■ Directions ■
Please give again every entry exactly as it appears, setting aside the pictures.

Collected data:
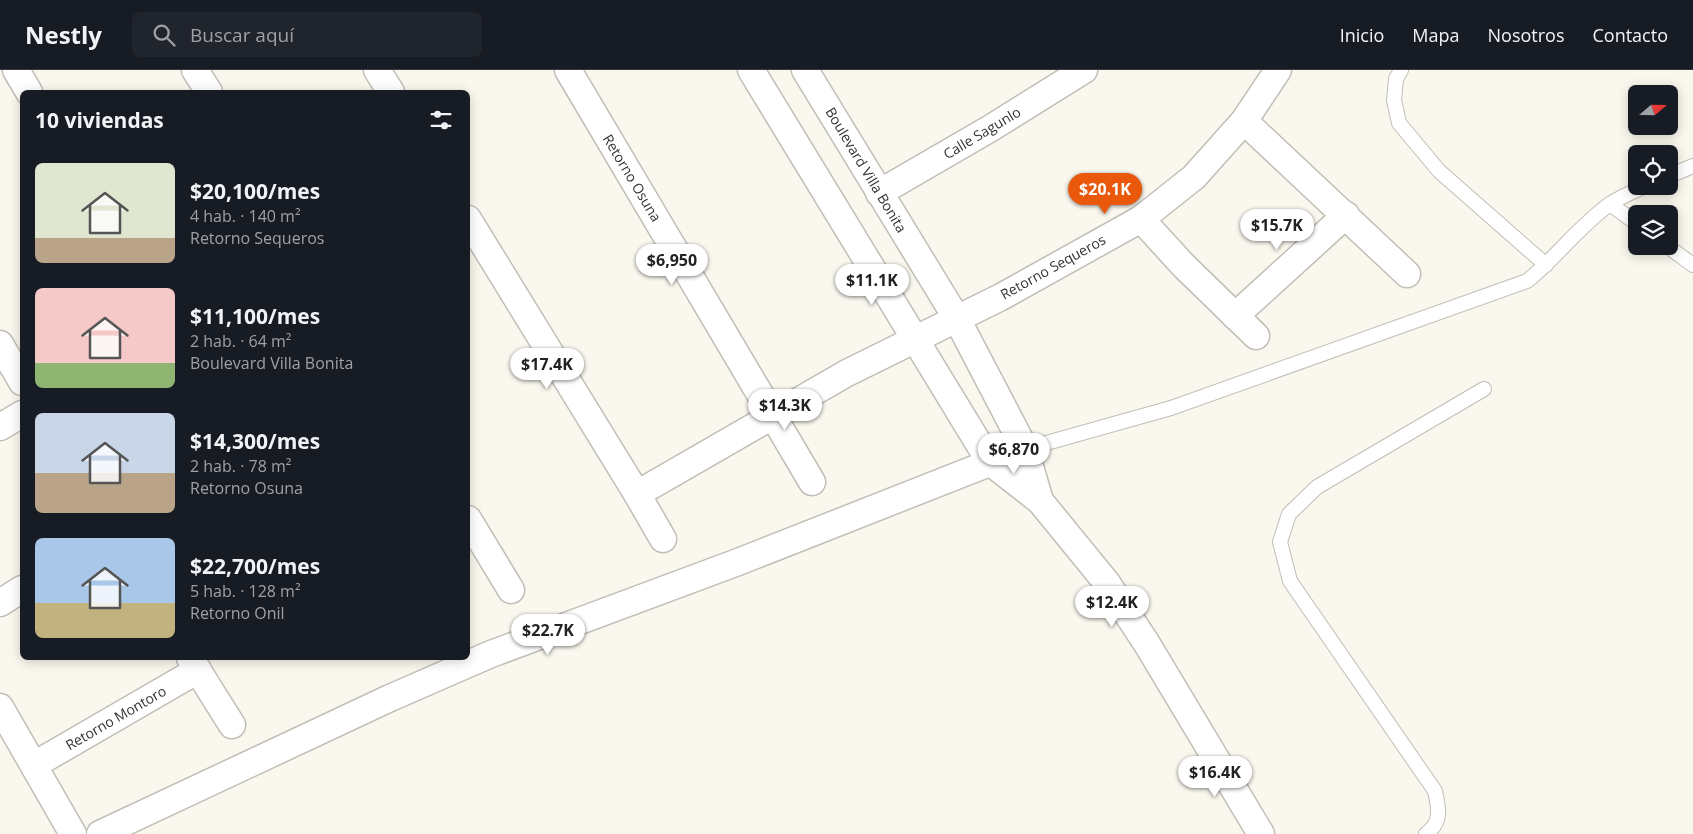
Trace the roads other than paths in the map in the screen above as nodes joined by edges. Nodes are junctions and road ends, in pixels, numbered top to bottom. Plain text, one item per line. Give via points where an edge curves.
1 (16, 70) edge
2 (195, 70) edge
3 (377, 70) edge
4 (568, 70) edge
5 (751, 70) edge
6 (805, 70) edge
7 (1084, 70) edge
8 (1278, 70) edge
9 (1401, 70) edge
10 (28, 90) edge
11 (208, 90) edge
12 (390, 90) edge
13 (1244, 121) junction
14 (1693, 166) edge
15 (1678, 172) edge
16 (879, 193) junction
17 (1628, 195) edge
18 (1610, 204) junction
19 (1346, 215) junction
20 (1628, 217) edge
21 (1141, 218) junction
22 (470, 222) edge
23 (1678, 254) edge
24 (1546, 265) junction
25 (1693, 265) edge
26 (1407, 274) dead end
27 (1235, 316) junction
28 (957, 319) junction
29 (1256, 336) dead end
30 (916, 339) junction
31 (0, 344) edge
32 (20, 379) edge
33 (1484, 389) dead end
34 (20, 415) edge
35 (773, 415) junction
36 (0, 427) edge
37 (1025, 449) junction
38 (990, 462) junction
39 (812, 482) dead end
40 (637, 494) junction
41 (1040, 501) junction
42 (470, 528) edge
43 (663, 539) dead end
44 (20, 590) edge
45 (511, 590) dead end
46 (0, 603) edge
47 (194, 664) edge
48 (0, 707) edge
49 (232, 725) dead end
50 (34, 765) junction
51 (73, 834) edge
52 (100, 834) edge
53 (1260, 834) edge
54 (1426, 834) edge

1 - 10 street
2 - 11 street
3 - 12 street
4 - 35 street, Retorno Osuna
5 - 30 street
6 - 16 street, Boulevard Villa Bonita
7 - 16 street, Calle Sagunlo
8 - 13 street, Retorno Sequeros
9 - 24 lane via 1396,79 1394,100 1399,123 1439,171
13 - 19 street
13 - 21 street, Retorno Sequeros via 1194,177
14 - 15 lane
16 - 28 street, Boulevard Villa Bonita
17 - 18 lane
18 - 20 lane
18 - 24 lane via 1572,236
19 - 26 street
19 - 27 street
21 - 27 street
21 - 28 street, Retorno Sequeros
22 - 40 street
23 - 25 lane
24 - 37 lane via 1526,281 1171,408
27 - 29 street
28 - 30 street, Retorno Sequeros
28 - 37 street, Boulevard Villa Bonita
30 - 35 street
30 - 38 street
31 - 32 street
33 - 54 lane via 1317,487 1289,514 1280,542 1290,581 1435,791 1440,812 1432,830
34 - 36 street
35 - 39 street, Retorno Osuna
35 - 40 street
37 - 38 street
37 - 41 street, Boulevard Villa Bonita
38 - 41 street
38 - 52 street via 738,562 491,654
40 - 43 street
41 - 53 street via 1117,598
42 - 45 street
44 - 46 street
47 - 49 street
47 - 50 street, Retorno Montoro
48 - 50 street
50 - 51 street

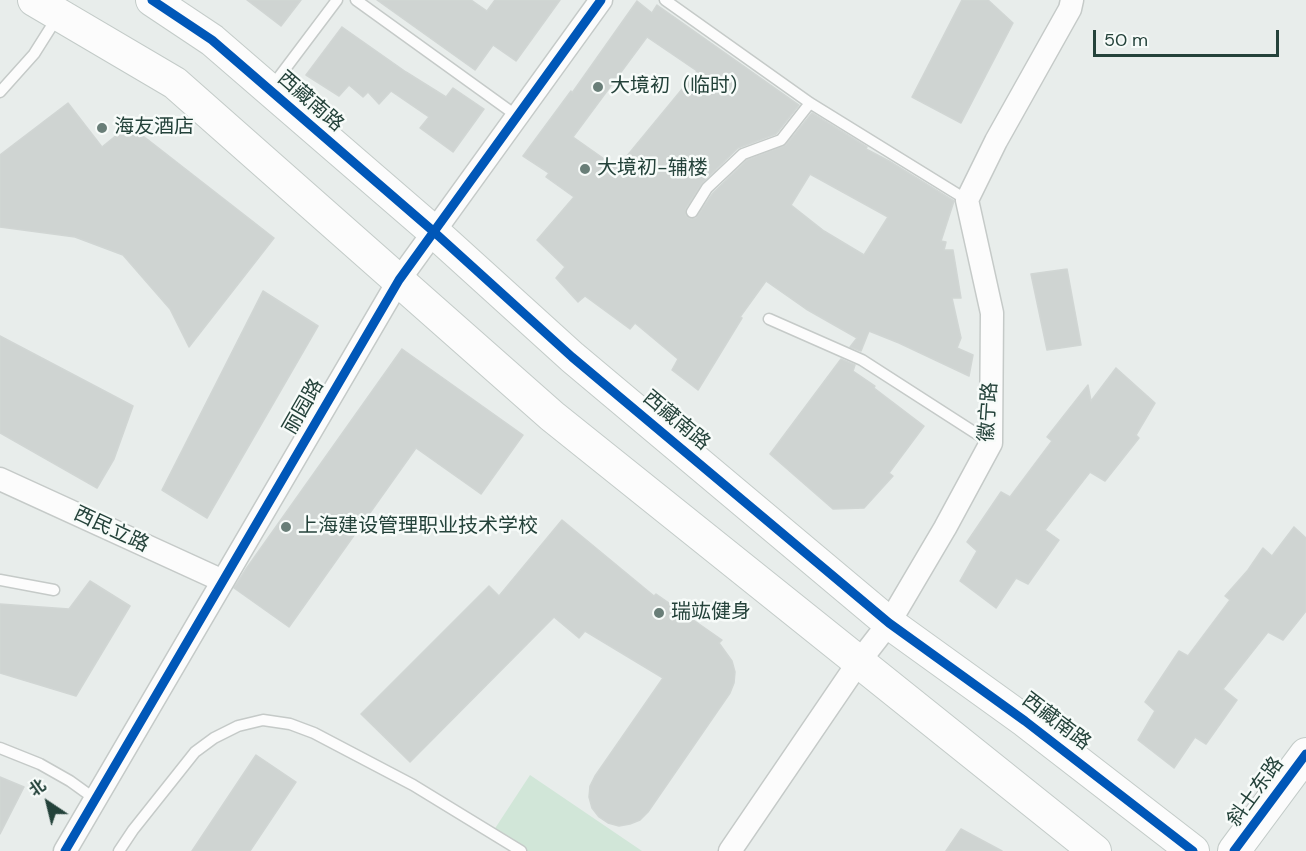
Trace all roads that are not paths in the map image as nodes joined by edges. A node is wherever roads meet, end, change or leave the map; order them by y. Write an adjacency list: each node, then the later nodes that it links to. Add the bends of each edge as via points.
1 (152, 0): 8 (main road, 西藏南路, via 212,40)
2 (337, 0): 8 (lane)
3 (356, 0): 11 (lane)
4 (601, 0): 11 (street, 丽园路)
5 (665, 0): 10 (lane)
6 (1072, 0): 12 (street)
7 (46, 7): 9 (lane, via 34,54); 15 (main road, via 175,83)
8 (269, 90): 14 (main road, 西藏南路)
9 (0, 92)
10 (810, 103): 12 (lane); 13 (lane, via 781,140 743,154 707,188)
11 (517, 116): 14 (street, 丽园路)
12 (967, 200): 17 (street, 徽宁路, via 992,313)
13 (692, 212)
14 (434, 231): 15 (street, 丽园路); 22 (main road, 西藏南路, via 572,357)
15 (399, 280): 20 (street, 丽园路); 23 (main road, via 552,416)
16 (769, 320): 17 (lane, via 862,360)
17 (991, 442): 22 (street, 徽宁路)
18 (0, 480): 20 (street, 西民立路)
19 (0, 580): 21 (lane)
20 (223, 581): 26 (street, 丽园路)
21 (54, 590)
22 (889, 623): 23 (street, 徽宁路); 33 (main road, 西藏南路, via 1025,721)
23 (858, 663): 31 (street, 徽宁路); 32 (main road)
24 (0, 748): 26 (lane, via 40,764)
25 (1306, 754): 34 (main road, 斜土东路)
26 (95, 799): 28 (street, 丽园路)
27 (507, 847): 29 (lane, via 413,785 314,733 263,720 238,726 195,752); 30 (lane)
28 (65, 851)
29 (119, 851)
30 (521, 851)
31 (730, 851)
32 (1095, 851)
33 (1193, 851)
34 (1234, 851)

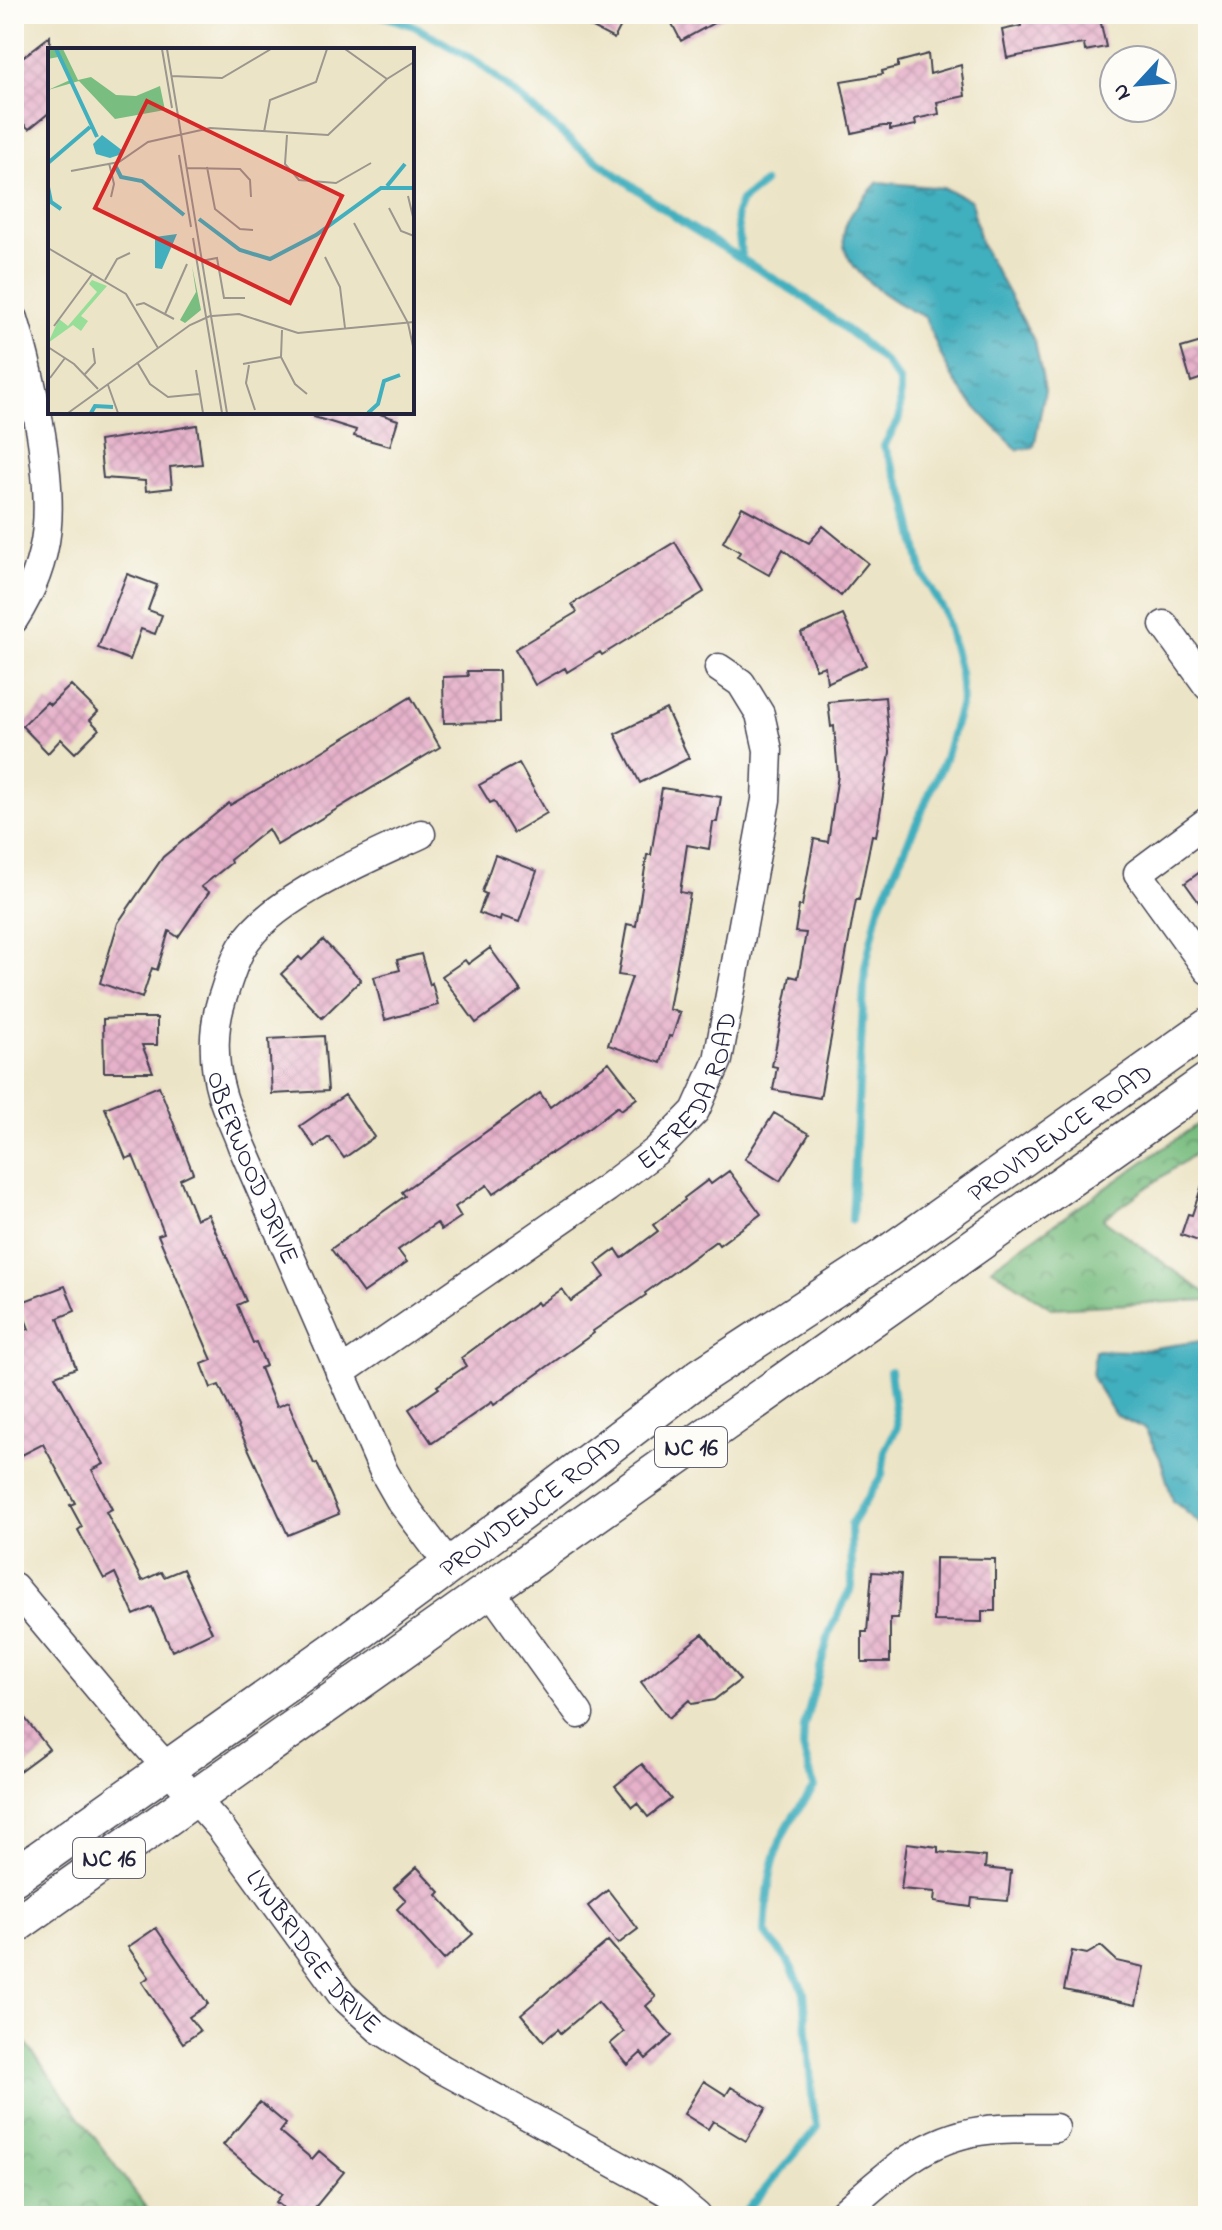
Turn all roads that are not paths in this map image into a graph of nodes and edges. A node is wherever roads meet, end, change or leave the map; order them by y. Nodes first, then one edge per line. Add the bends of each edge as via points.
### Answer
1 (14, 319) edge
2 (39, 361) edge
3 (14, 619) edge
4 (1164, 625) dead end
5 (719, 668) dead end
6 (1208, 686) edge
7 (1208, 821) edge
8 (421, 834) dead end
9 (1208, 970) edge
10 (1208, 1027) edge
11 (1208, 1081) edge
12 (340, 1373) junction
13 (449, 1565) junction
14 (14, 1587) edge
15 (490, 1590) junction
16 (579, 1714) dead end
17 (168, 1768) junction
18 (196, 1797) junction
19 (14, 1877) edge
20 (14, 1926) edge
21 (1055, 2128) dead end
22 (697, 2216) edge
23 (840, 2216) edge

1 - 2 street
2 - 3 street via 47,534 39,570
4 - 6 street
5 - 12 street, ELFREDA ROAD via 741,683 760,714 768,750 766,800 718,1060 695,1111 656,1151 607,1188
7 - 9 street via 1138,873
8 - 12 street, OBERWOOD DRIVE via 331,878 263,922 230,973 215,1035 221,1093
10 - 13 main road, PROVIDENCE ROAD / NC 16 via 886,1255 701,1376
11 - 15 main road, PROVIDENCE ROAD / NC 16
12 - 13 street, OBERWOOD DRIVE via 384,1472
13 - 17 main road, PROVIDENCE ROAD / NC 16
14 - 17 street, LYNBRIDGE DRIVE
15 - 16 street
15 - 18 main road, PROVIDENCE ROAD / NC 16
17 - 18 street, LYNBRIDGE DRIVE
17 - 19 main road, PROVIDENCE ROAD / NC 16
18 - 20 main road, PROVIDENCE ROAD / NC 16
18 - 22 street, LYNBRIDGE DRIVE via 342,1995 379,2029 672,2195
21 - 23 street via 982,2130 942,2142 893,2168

■ Reply ■
Trace the roads other than paths in the map in the screen above as nodes joined by edges. Nodes are junctions and road ends, in pixels, numbered top to bottom. Plain text, one item per line. Give via points where an edge curves.
1 (16, 70) edge
2 (195, 70) edge
3 (377, 70) edge
4 (568, 70) edge
5 (751, 70) edge
6 (805, 70) edge
7 (1084, 70) edge
8 (1278, 70) edge
9 (1401, 70) edge
10 (28, 90) edge
11 (208, 90) edge
12 (390, 90) edge
13 (1244, 121) junction
14 (1693, 166) edge
15 (1678, 172) edge
16 (879, 193) junction
17 (1628, 195) edge
18 (1610, 204) junction
19 (1346, 215) junction
20 (1628, 217) edge
21 (1141, 218) junction
22 (470, 222) edge
23 (1678, 254) edge
24 (1546, 265) junction
25 (1693, 265) edge
26 (1407, 274) dead end
27 (1235, 316) junction
28 (957, 319) junction
29 (1256, 336) dead end
30 (916, 339) junction
31 (0, 344) edge
32 (20, 379) edge
33 (1484, 389) dead end
34 (20, 415) edge
35 (773, 415) junction
36 (0, 427) edge
37 (1025, 449) junction
38 (990, 462) junction
39 (812, 482) dead end
40 (637, 494) junction
41 (1040, 501) junction
42 (470, 528) edge
43 (663, 539) dead end
44 (20, 590) edge
45 (511, 590) dead end
46 (0, 603) edge
47 (194, 664) edge
48 (0, 707) edge
49 (232, 725) dead end
50 (34, 765) junction
51 (73, 834) edge
52 (100, 834) edge
53 (1260, 834) edge
54 (1426, 834) edge

1 - 10 street
2 - 11 street
3 - 12 street
4 - 35 street, Retorno Osuna
5 - 30 street
6 - 16 street, Boulevard Villa Bonita
7 - 16 street, Calle Sagunlo
8 - 13 street, Retorno Sequeros
9 - 24 lane via 1396,79 1394,100 1399,123 1439,171
13 - 19 street
13 - 21 street, Retorno Sequeros via 1194,177
14 - 15 lane
16 - 28 street, Boulevard Villa Bonita
17 - 18 lane
18 - 20 lane
18 - 24 lane via 1572,236
19 - 26 street
19 - 27 street
21 - 27 street
21 - 28 street, Retorno Sequeros
22 - 40 street
23 - 25 lane
24 - 37 lane via 1526,281 1171,408
27 - 29 street
28 - 30 street, Retorno Sequeros
28 - 37 street, Boulevard Villa Bonita
30 - 35 street
30 - 38 street
31 - 32 street
33 - 54 lane via 1317,487 1289,514 1280,542 1290,581 1435,791 1440,812 1432,830
34 - 36 street
35 - 39 street, Retorno Osuna
35 - 40 street
37 - 38 street
37 - 41 street, Boulevard Villa Bonita
38 - 41 street
38 - 52 street via 738,562 491,654
40 - 43 street
41 - 53 street via 1117,598
42 - 45 street
44 - 46 street
47 - 49 street
47 - 50 street, Retorno Montoro
48 - 50 street
50 - 51 street

Trace all roads that are not paths in the map image as nodes joined by edges. A node is wherever roads meet, end, change or leave the map; order them by y. Write an adjacency list: each node, then the later nodes that it links to. Add the bends of each edge as via points.
1 (152, 0): 8 (main road, 西藏南路, via 212,40)
2 (337, 0): 8 (lane)
3 (356, 0): 11 (lane)
4 (601, 0): 11 (street, 丽园路)
5 (665, 0): 10 (lane)
6 (1072, 0): 12 (street)
7 (46, 7): 9 (lane, via 34,54); 15 (main road, via 175,83)
8 (269, 90): 14 (main road, 西藏南路)
9 (0, 92)
10 (810, 103): 12 (lane); 13 (lane, via 781,140 743,154 707,188)
11 (517, 116): 14 (street, 丽园路)
12 (967, 200): 17 (street, 徽宁路, via 992,313)
13 (692, 212)
14 (434, 231): 15 (street, 丽园路); 22 (main road, 西藏南路, via 572,357)
15 (399, 280): 20 (street, 丽园路); 23 (main road, via 552,416)
16 (769, 320): 17 (lane, via 862,360)
17 (991, 442): 22 (street, 徽宁路)
18 (0, 480): 20 (street, 西民立路)
19 (0, 580): 21 (lane)
20 (223, 581): 26 (street, 丽园路)
21 (54, 590)
22 (889, 623): 23 (street, 徽宁路); 33 (main road, 西藏南路, via 1025,721)
23 (858, 663): 31 (street, 徽宁路); 32 (main road)
24 (0, 748): 26 (lane, via 40,764)
25 (1306, 754): 34 (main road, 斜土东路)
26 (95, 799): 28 (street, 丽园路)
27 (507, 847): 29 (lane, via 413,785 314,733 263,720 238,726 195,752); 30 (lane)
28 (65, 851)
29 (119, 851)
30 (521, 851)
31 (730, 851)
32 (1095, 851)
33 (1193, 851)
34 (1234, 851)

Turn all roads that are not paths in this map image into a graph of nodes and edges. A node is wherever roads meet, end, change or leave the map; order them by y. Nodes first, then one edge per line. Add the bends of each edge as via points.
### Answer
1 (14, 319) edge
2 (39, 361) edge
3 (14, 619) edge
4 (1164, 625) dead end
5 (719, 668) dead end
6 (1208, 686) edge
7 (1208, 821) edge
8 (421, 834) dead end
9 (1208, 970) edge
10 (1208, 1027) edge
11 (1208, 1081) edge
12 (340, 1373) junction
13 (449, 1565) junction
14 (14, 1587) edge
15 (490, 1590) junction
16 (579, 1714) dead end
17 (168, 1768) junction
18 (196, 1797) junction
19 (14, 1877) edge
20 (14, 1926) edge
21 (1055, 2128) dead end
22 (697, 2216) edge
23 (840, 2216) edge

1 - 2 street
2 - 3 street via 47,534 39,570
4 - 6 street
5 - 12 street, ELFREDA ROAD via 741,683 760,714 768,750 766,800 718,1060 695,1111 656,1151 607,1188
7 - 9 street via 1138,873
8 - 12 street, OBERWOOD DRIVE via 331,878 263,922 230,973 215,1035 221,1093
10 - 13 main road, PROVIDENCE ROAD / NC 16 via 886,1255 701,1376
11 - 15 main road, PROVIDENCE ROAD / NC 16
12 - 13 street, OBERWOOD DRIVE via 384,1472
13 - 17 main road, PROVIDENCE ROAD / NC 16
14 - 17 street, LYNBRIDGE DRIVE
15 - 16 street
15 - 18 main road, PROVIDENCE ROAD / NC 16
17 - 18 street, LYNBRIDGE DRIVE
17 - 19 main road, PROVIDENCE ROAD / NC 16
18 - 20 main road, PROVIDENCE ROAD / NC 16
18 - 22 street, LYNBRIDGE DRIVE via 342,1995 379,2029 672,2195
21 - 23 street via 982,2130 942,2142 893,2168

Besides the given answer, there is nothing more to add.